Not only has Dikshit made a record of sorts by bringing the Congress back to power thrice in row, but she has also proven her political mettle by ensuring the party’s victory in the city virtually single-handedly in the face of political factionalism.
“This is a whopping mandate in favour of Sheila Dikshit. No Congress, no Sonia Gandhi. This is Dikshit’s day. The Bharatiya Janata Party did everything to lose the elections — whether it is bad candidate selection, sharing seats with Shiromani Akali Dal or the selection of a weak chief ministerial candidate. There was not much against Dikshit,” conceded a Dikshit detractor.
Her detractors within the party — prominent leaders like members of Parliament Sajjan Kumar and Jagdish Tytler and Minister of State for Urban Development Ajay Maken had insinuated that they were sidelined during the selection of candidates and were not consulted on other poll issues as well.
Sajjan Kumar, however, said on Monday that it was only fair that Dikshit being the chief minister had a greater say in the selection of candidates.
“If I were the CM, I would have also got my way,” Kumar said. He added that it was basically the development work by the party and the united face leaders put up that worked.

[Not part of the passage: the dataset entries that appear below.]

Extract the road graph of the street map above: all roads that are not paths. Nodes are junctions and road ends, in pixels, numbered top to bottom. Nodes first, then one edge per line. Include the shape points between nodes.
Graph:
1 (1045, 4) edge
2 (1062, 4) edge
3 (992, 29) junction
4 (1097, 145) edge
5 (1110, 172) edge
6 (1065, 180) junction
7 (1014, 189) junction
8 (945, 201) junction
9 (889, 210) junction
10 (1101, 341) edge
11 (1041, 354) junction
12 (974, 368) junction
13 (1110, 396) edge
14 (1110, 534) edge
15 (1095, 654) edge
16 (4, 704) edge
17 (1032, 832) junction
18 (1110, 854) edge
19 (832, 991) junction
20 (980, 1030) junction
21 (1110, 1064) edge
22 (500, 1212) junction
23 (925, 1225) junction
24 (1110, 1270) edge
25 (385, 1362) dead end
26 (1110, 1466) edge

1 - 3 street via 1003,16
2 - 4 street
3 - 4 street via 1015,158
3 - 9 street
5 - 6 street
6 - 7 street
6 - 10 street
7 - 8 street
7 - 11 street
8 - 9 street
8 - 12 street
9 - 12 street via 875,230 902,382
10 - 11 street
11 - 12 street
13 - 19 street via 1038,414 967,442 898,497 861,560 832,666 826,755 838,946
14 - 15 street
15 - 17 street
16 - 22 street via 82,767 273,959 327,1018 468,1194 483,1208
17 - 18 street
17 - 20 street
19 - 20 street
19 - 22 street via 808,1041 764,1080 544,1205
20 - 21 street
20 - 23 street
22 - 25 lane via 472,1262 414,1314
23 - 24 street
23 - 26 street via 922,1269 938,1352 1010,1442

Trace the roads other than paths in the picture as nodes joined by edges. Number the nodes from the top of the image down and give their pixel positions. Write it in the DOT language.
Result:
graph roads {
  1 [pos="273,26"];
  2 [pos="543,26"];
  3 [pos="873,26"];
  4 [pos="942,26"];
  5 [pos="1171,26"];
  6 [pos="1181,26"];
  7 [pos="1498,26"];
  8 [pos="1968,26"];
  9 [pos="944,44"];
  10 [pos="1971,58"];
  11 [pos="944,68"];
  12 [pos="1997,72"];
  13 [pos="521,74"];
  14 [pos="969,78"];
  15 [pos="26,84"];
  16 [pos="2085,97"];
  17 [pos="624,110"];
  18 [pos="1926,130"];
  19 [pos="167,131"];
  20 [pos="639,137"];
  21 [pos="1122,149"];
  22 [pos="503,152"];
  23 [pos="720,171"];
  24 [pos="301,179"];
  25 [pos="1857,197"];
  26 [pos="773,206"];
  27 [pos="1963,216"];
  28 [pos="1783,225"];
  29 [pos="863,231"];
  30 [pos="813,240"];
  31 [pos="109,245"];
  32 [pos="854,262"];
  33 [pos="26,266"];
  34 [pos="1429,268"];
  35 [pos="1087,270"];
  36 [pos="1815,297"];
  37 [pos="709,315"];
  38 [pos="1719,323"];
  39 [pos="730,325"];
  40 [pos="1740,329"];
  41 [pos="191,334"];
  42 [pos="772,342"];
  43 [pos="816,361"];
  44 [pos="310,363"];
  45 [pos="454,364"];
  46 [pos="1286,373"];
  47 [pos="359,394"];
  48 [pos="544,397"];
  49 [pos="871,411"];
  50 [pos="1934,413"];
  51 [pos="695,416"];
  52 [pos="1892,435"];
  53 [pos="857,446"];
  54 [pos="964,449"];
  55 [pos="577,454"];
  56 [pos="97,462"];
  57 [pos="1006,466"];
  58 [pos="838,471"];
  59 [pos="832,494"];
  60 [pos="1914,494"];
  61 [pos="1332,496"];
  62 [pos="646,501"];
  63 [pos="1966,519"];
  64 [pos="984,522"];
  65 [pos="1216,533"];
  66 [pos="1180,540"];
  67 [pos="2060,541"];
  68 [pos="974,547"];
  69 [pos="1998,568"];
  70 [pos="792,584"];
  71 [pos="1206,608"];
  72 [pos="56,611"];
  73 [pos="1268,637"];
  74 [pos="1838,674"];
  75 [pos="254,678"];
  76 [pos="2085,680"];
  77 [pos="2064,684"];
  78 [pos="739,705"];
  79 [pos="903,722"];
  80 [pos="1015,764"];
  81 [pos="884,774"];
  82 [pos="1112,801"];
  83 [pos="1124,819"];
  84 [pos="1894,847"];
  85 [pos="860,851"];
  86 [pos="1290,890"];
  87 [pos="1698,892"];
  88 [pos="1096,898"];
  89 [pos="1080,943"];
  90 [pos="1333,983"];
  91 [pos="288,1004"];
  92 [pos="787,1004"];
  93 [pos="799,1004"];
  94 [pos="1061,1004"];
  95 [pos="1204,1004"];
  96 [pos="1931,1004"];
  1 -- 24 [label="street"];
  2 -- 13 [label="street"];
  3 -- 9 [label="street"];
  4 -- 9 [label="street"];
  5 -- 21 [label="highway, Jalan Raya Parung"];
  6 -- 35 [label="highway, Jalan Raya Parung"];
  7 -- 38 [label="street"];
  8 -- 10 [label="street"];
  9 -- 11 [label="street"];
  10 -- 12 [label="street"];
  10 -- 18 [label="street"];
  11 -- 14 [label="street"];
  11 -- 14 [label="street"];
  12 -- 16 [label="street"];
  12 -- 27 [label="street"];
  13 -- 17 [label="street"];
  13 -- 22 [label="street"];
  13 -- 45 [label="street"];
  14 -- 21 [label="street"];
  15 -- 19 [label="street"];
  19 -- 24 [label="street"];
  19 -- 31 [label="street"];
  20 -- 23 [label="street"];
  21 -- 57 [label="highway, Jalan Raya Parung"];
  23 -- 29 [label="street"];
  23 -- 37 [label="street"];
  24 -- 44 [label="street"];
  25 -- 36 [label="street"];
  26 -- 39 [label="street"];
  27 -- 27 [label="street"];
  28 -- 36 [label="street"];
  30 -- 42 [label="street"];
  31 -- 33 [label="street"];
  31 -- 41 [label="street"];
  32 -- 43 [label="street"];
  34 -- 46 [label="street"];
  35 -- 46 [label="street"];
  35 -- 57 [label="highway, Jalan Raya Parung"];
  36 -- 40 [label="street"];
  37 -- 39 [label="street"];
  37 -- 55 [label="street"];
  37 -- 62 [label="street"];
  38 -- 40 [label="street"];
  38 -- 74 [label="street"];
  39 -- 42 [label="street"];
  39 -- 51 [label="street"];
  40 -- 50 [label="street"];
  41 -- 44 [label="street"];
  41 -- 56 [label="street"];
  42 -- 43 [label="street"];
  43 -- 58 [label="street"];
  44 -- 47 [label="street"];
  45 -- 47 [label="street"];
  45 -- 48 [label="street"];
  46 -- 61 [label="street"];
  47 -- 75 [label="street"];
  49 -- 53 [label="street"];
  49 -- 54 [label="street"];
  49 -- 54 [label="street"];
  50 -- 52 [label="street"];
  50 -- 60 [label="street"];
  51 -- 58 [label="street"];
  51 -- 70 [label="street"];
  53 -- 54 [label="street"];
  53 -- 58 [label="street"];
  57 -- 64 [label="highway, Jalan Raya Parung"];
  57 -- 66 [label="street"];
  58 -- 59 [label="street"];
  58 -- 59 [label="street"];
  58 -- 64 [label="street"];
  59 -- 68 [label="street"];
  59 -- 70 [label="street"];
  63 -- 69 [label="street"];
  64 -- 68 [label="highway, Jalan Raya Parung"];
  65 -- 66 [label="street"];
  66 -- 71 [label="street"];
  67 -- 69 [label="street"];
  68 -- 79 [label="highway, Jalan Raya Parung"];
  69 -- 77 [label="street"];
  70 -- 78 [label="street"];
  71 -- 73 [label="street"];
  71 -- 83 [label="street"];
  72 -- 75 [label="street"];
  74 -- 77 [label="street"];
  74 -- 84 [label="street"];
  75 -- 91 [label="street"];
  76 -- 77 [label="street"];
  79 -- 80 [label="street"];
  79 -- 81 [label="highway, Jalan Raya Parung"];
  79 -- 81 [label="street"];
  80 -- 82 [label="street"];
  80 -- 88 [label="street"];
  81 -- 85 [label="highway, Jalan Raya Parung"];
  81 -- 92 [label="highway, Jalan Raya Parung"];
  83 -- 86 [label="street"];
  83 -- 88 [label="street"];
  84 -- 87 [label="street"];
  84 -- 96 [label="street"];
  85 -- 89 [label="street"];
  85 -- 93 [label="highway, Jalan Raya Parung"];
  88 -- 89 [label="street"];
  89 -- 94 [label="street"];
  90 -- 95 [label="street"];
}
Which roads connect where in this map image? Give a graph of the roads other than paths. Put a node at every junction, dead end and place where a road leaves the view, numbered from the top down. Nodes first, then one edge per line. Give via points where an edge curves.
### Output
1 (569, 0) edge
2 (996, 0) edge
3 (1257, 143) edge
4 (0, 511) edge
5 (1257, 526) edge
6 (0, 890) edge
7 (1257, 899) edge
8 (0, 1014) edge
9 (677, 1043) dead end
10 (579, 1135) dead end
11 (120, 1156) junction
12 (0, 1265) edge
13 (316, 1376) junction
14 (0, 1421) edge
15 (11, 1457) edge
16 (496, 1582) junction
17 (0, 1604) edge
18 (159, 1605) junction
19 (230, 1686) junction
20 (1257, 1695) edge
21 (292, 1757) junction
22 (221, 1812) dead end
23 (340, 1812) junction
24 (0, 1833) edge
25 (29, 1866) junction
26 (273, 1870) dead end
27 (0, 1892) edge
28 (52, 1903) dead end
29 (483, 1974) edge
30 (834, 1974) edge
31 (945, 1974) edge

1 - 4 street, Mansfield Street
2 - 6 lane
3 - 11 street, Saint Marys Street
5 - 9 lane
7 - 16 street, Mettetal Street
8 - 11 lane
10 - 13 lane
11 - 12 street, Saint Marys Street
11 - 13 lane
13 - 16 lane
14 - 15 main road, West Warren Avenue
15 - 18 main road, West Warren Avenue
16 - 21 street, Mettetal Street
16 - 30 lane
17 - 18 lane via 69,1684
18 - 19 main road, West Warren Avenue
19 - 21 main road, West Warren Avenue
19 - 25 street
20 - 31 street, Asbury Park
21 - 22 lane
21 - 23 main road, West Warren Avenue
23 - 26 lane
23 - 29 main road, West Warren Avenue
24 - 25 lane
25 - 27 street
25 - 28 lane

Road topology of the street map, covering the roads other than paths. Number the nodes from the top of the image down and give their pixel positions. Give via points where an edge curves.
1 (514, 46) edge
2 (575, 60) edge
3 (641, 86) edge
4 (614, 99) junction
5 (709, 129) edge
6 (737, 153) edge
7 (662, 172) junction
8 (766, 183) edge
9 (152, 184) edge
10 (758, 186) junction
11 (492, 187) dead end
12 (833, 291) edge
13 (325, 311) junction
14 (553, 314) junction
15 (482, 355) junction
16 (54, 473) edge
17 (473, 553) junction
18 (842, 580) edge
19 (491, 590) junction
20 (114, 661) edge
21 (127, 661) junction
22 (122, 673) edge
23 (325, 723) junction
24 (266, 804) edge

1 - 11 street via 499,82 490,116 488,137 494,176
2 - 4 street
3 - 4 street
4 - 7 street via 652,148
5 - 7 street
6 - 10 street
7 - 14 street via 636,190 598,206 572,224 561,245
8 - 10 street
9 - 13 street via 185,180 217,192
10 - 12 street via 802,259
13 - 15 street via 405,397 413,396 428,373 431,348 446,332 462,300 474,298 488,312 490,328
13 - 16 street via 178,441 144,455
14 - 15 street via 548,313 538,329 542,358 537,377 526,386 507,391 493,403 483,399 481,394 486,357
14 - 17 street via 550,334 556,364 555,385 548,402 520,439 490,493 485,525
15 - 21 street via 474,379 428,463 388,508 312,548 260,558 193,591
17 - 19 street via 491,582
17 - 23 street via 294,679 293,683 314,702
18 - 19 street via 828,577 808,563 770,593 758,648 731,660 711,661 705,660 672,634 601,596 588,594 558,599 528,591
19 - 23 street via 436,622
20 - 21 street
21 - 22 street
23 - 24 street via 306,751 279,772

Initially, the leaders had distanced themselves from the campaign only to emerge when United Progressive Alliance chief Sonia Gandhi or All India Congress Committee General Secretary Rahul Gandhi addressed election rallies in the city.
The leaders, however, joined the Congress campaign at the fag end on the insistence of Delhi Pradesh Congress Committee president Jai Prakash Aggarwal.
“Many of her detractors had decided to lie low and wait for the Congress to lose, in which case the blame would have fallen squarely on Dikshit’s head, as she was supposed to be running the show. Now they are shocked,” said another party source.
In fact, most senior party leaders had written off the party’s chances of coming to power a third time — limiting the number of seats to 27 at the most.
“As per my assessment, we were certain to win from 38 seats — give or take two or three seats. Some people may not have been very sure. This was a clear endorsement of the party’s policies by the urban, educated voters. The BJP’s negative campaign over the 26/11 terror attacks has boomeranged on it,” said Chattar Singh, Delhi Other Backward Castes Commission chief and state Congress in charge for Election Commission related matters.